General concepts

The vestibular system (vestibulum - L = entrance) is the neural system that sets body equilibrium or balance. Equilibrium is defined as the condition in which all influences acting on a structure are cancelled out by others, resulting in a stable, balanced system.

Cephalisation is the concentration of the exteroceptors and neural processing centres at the leading end of the animal. Use of exteroceptors such as vision, audition, olfaction and gustation, as well as tactile receptors, (e.g. whiskers) necessitates precise control of head position and movement. Controlling head position and movement requires detailed proprioceptive input that modifies motor activity in the neck muscles. Changes in head and neck position require postural changes in axial and appendicular muscle activity to provide the correct postural support. This is reflected in increased extensor muscle activity on the side to which the head is turned. Therefore head position dictates tone in muscles through the neck, body and limbs. To maintain appropriate visual input requires that the position and movement of the eyes be linked to head position and movement.

The vestibular apparatus, located in the inner ear, houses the receptor organs for detecting head position and movement. Stimulation of the vestibular apparatus provides the major input to the vestibular nuclei in the brainstem.

The vestibular apparatus on each side consists of five distinct organs. There are receptors in three semicircular ducts, which are sensitive to angular acceleration/head rotation, and in two otolith organs (utriclus and sacculus), which are sensitive to linear accelerations and the influence of gravity in static head positions. The receptors are housed in the inner ear, in a series of membrane-lined, fluid-filled ducts and spaces located in the bony vestibule of the petrous temporal bone.

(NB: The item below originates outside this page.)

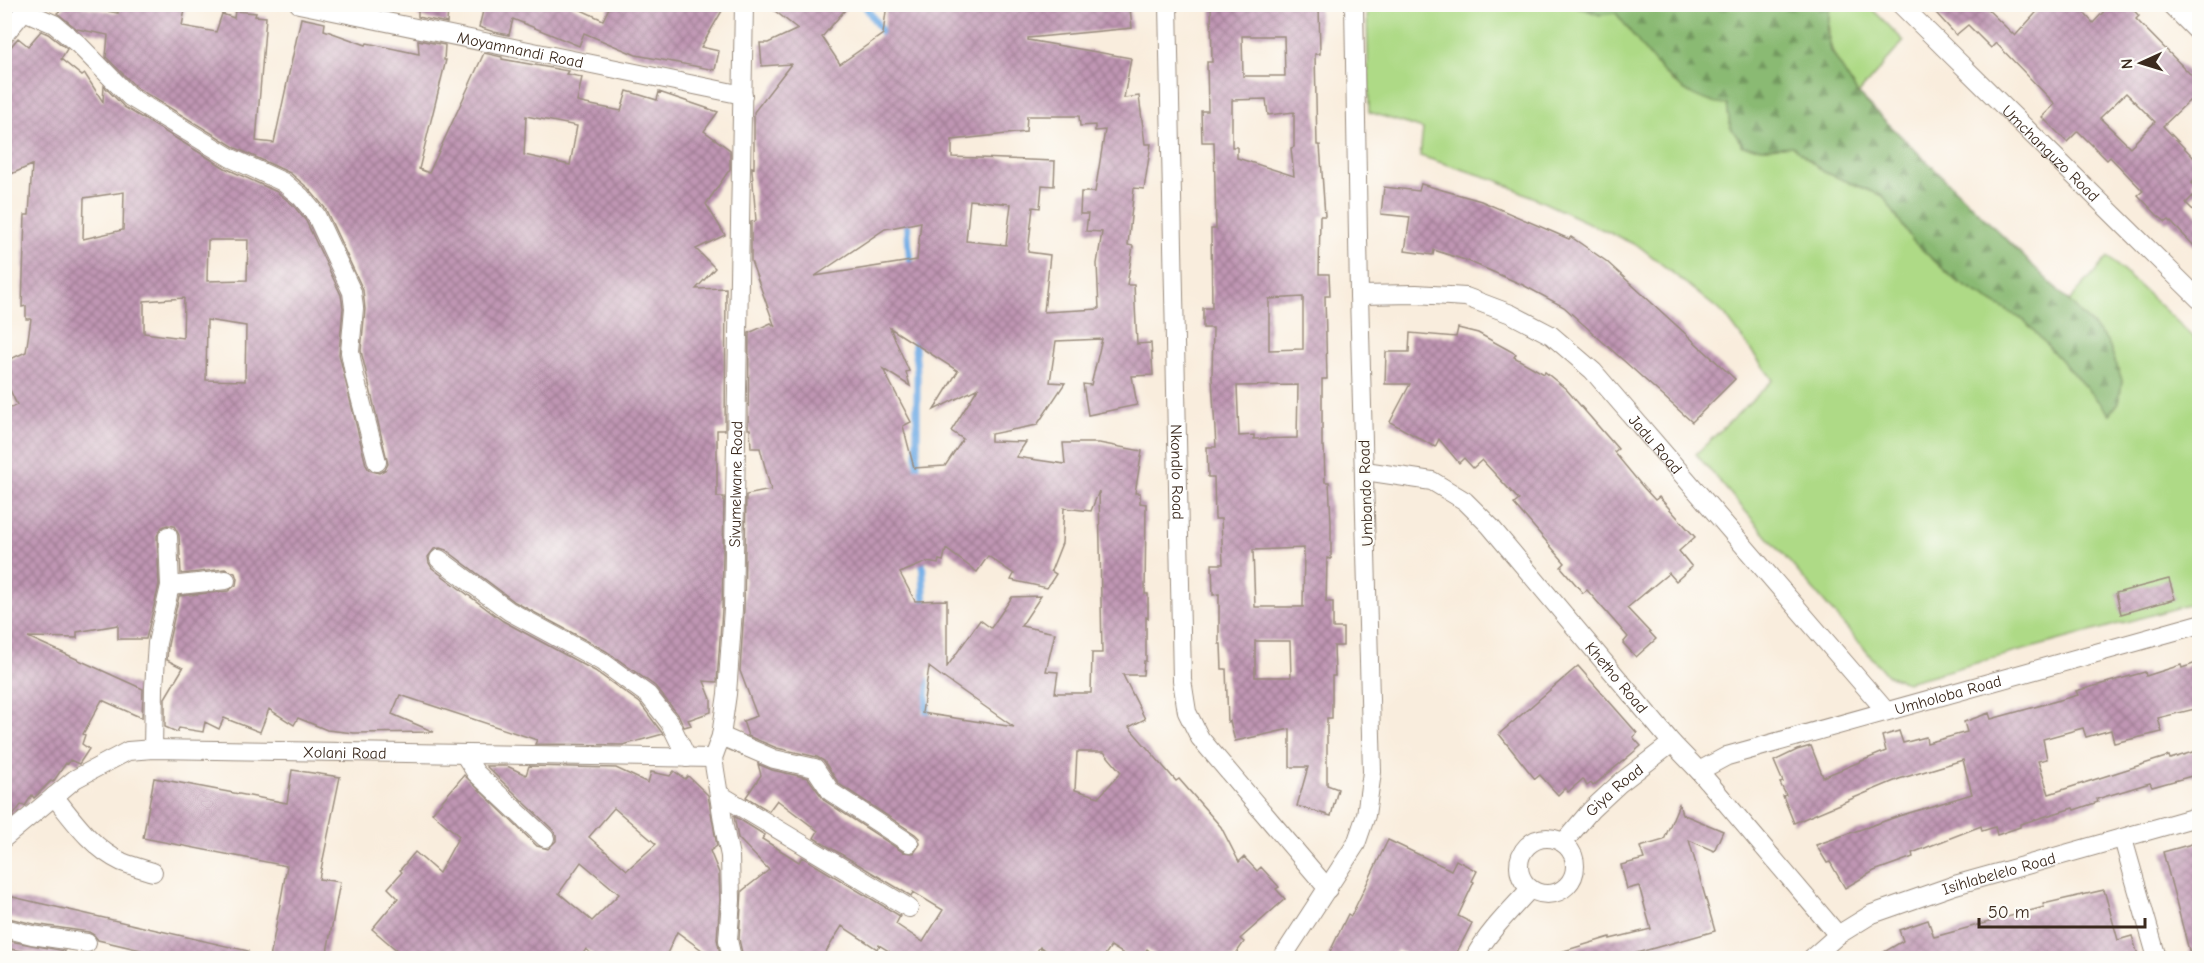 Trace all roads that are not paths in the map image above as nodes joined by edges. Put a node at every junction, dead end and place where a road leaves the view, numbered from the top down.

The receptors that detect head position and movement are hair cells. These are specialised epithelial cells with fine, hair-like processes on top of them. The base of the hair cell synapses with sensory nerves that convey action potentials via the vestibular portion of cranial nerve VIII (vestibulocochlear nerve) to the vestibular nuclei. The cell bodies of these bipolar sensory nerves are spread along the fibres forming the vestibular ganglion in the petrous temporal bone. There are four pairs of vestibular nuclei, located in the brainstem, just ventral to the cerebellum. The vestibular nuclei have five main efferent connections. They give rise to UMN spinal cord tracts that reflexively stimulate ipsilateral extensor muscle activity in the limbs, trunk and neck, inhibit antagonist muscles and contralateral extensor muscles. Rostrally directed output from the vestibular nuclei affects function of the cranial nerve nuclei, III, IV, VI, causing extraocular muscle contraction for eyeball position and movement. The vestibular nuclei send information to the cerebellum and cerebrum about head proprioception for subconscious modulation of postural muscle activity, and for conscious awareness, respectively. The vestibular nuclei also connect to the vomiting centre of the brainstem reticular formation; this is the basis of motion sickness.

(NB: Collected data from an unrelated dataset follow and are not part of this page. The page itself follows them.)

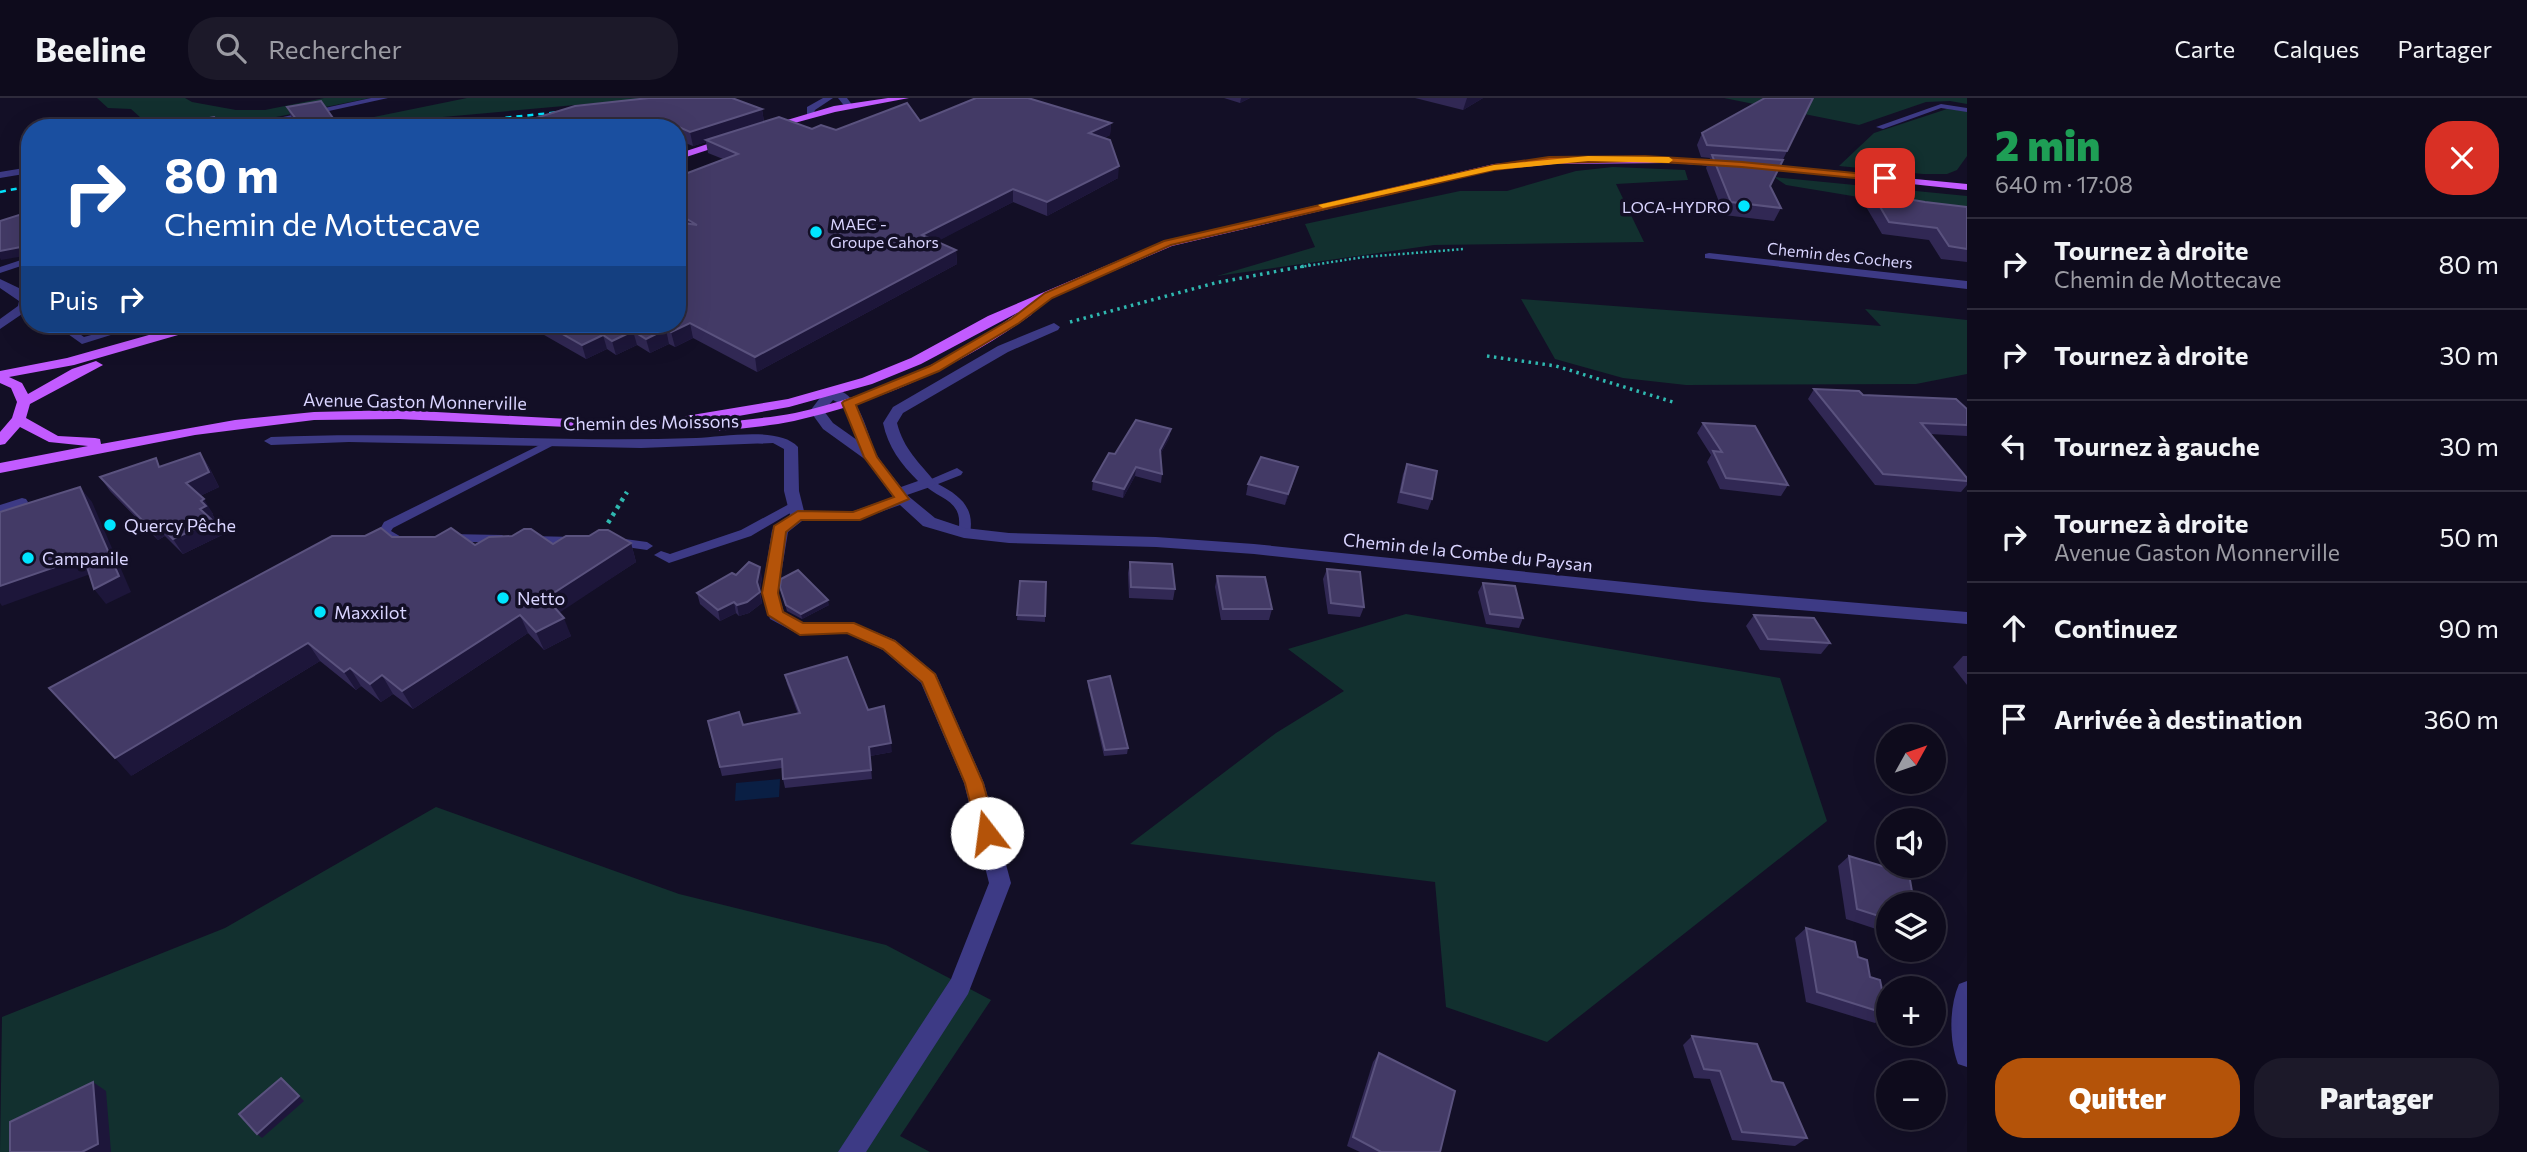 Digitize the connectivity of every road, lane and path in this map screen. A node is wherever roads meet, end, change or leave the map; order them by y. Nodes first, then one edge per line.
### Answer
1 (384, 98) edge
2 (829, 98) edge
3 (905, 98) edge
4 (846, 102) edge
5 (1967, 110) edge
6 (810, 114) junction
7 (281, 119) edge
8 (1880, 127) dead end
9 (757, 131) edge
10 (745, 134) edge
11 (686, 154) edge
12 (21, 172) edge
13 (0, 175) edge
14 (1967, 187) edge
15 (1464, 249) dead end
16 (1709, 256) dead end
17 (21, 263) edge
18 (0, 270) edge
19 (0, 283) edge
20 (1967, 285) edge
21 (21, 295) edge
22 (1049, 295) junction
23 (21, 312) edge
24 (0, 326) edge
25 (1054, 327) joint
26 (71, 333) edge
27 (110, 333) edge
28 (170, 333) edge
29 (176, 333) edge
30 (1487, 356) dead end
31 (0, 377) edge
32 (831, 393) junction
33 (24, 402) junction
34 (1673, 402) dead end
35 (849, 403) junction
36 (817, 411) junction
37 (19, 419) junction
38 (643, 427) junction
39 (147, 440) junction
40 (0, 441) edge
41 (271, 441) dead end
42 (550, 443) junction
43 (871, 457) junction
44 (0, 468) edge
45 (957, 472) dead end
46 (928, 483) junction
47 (900, 496) junction
48 (22, 502) edge
49 (0, 509) edge
50 (795, 511) junction
51 (964, 533) junction
52 (647, 546) dead end
53 (662, 555) dead end
54 (1967, 618) edge
55 (1967, 992) edge
56 (1967, 1055) edge
57 (851, 1152) edge

1 - 7 street
2 - 6 street
3 - 4 main road
4 - 6 main road
5 - 8 lane
6 - 9 main road
10 - 11 main road
12 - 13 street
14 - 22 main road
15 - 25 path
16 - 20 street, Chemin des Cochers
17 - 18 lane
19 - 21 street
22 - 32 main road, Avenue Gaston Monnerville
22 - 35 main road, Avenue Gaston Monnerville
23 - 24 street
25 - 46 street
26 - 27 lane
28 - 31 main road
29 - 33 main road
30 - 34 path
31 - 33 main road
32 - 35 street
32 - 36 street
32 - 38 main road, Avenue Gaston Monnerville
33 - 37 main road
35 - 36 main road, Avenue Gaston Monnerville
35 - 43 street, Chemin de la Combe du Paysan
36 - 38 main road, Avenue Gaston Monnerville
36 - 43 street, Chemin de la Combe du Paysan
37 - 39 main road, Avenue Gaston Monnerville
37 - 40 main road
38 - 39 main road, Avenue Gaston Monnerville
39 - 44 main road, Avenue Gaston Monnerville
41 - 42 street, Chemin des Moissons
42 - 50 street, Chemin des Moissons
42 - 52 lane
43 - 47 street, Chemin de la Combe du Paysan
45 - 46 lane
46 - 47 street
46 - 51 lane
47 - 50 street
47 - 51 street, Chemin de la Combe du Paysan
48 - 49 lane
50 - 53 lane
50 - 57 street
51 - 54 street, Chemin de la Combe du Paysan
55 - 56 street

The basic mechanism that stimulates the hair cells is similar for the detection of either static, or changing, head position. On each hair cell are 40-80 stereocilia (long microvilli) and a single kinocilium. These processes project into an overlying gelatinous layer, which, when it moves, causes deviation of the cellular processes. This deviation induces changes in membrane potential of the hair cell and may trigger an action potential in the sensory nerve fibre that synapses with the base of the hair cell. Gravity constantly stimulates hair cells that detect static head position. However, hair cells that detect head movement will only do so during acceleration or deceleration of the head, not when the head has reached constant velocity.